Search organizers may send Royal Australian Air Force assets to the area where the Chinese ship detected the sounds, he said. That move "is being considered," according to Houston's statement.
Malaysia Airlines' Beijing-bound Flight 370, with 239 people aboard, lost communication with civilian air controllers soon after it took off early March 8 from Kuala Lumpur International Airport. No emergency signals or distress messages were received before the plane vanished from radar.
As the search for the missing plane reaches nearly one month with no results, Malaysian Defense Minister Hishammuddin Hussein on Saturday announced the creation of a new multinational investigation team, and said the hunt would continue with "vigor and intensity."
"The search operation has been difficult, challenging and complex," Hussein said in a press briefing. "In spite of all this, our determination remains undiminished."
Malaysia will continue to lead the investigation, yet an independent "investigator in charge" will be appointed to head a new investigation team, he said.
That multinational team will examine three main areas related to the missing jetliner. It will look at airworthiness, including maintenance, structures and systems; operations, such as flight recorders and meteorology; and medical and human factors such as "psychology, pathology and survival factors," he said.
The team will include representatives from Australia, as well as China, the United States, Britain and France, Hussein said.
Hussein also announced three new committees. A "next of kin committee" will provide families of passengers with information on the search operation and provide support after the search operation concludes, he said. Another committee will oversee the formation of the new investigation team. A third committee will work with other countries, such as Australia, on the deployment of assets for the search operation.

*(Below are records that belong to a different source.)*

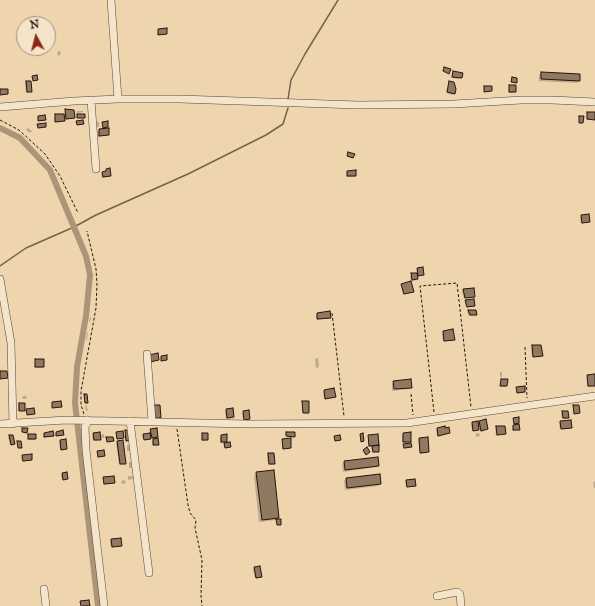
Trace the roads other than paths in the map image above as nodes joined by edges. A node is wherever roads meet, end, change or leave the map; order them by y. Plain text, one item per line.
1 (111, 0) edge
2 (118, 99) junction
3 (91, 100) junction
4 (595, 102) edge
5 (0, 107) edge
6 (96, 169) dead end
7 (0, 279) edge
8 (147, 354) dead end
9 (595, 396) edge
10 (86, 420) junction
11 (130, 421) junction
12 (152, 421) junction
13 (0, 424) edge
14 (13, 424) junction
15 (149, 573) dead end
16 (44, 588) dead end
17 (437, 596) dead end
18 (46, 606) edge
19 (104, 606) edge
20 (461, 606) edge

1 - 2 street
2 - 3 street
2 - 4 street
3 - 5 street
3 - 6 street
7 - 14 street
8 - 12 street
9 - 12 street
10 - 11 street
10 - 14 street
10 - 19 street
11 - 12 street
11 - 15 street
13 - 14 street
16 - 18 street
17 - 20 street

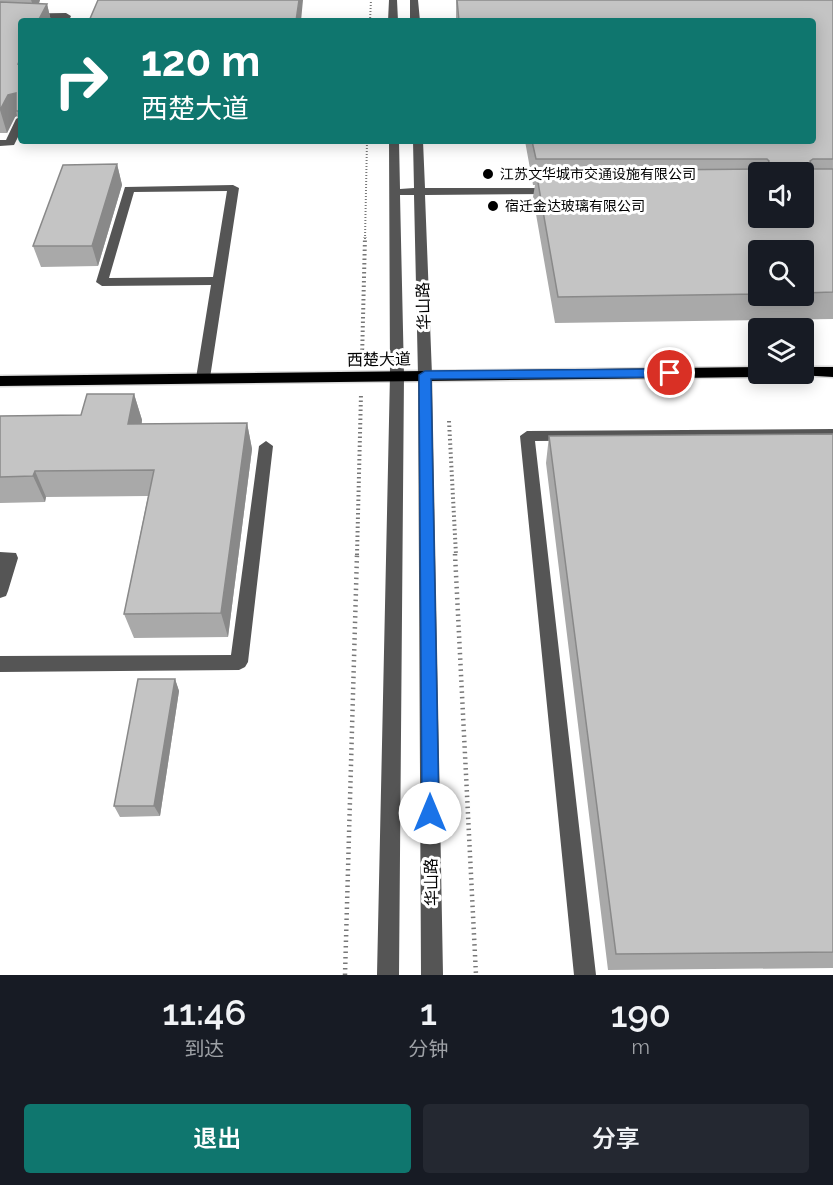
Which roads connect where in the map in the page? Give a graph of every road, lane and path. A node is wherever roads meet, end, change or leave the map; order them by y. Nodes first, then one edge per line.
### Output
1 (371, 0) edge
2 (393, 0) edge
3 (414, 0) edge
4 (18, 18) edge
5 (23, 18) edge
6 (65, 18) edge
7 (370, 18) edge
8 (393, 18) edge
9 (415, 18) edge
10 (1, 19) edge
11 (18, 126) edge
12 (0, 143) edge
13 (367, 144) edge
14 (394, 144) edge
15 (418, 144) edge
16 (568, 191) edge
17 (395, 192) junction
18 (420, 192) junction
19 (218, 280) junction
20 (748, 372) edge
21 (814, 372) edge
22 (833, 372) edge
23 (397, 375) junction
24 (425, 375) junction
25 (447, 375) junction
26 (361, 376) junction
27 (202, 378) junction
28 (0, 381) edge
29 (833, 434) edge
30 (266, 446) dead end
31 (0, 558) edge
32 (0, 591) edge
33 (0, 664) edge
34 (345, 975) edge
35 (388, 975) edge
36 (432, 975) edge
37 (476, 975) edge
38 (585, 975) edge

1 - 7 path
2 - 8 street
3 - 9 street
4 - 10 street
5 - 6 street
11 - 12 street
13 - 26 path
14 - 17 street, 华山路
15 - 18 street, 华山路
16 - 18 street
17 - 18 street
17 - 23 street, 华山路
18 - 24 street, 华山路
19 - 19 street
19 - 27 street
20 - 25 main road, 西楚大道
21 - 22 main road
23 - 24 main road, 西楚大道
23 - 26 main road, 西楚大道
23 - 35 street, 华山路
24 - 25 main road, 西楚大道
24 - 36 street, 华山路
25 - 37 path
26 - 27 main road, 西楚大道
26 - 34 path
27 - 28 main road, 西楚大道
29 - 38 street
30 - 33 street
31 - 32 street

On Saturday, up to 10 military planes, three civilian jets and 11 ships assisted in the hunt for the plane, according to the Joint Agency Coordination Centre. The overall search area is an 84,000-square-mile zone in the southern Indian Ocean.
Military and civilian planes, ships with deep-sea searching equipment, and a British nuclear submarine scoured the waters for debris as well as any other clues that could lead to the recovery of the plane and its flight and voice recorders.
One big issue as time goes on: The sound-emitting beacons in the recorders could fall silent as their batteries die after sounding electronic "pings" after about a month.
Two ships, the Australian navy's Ocean Shield and the British HMS Echo, carrying sophisticated equipment that can hear the recorders' pings returned Saturday to a search areawhere investigators hope is close to where the plane went down.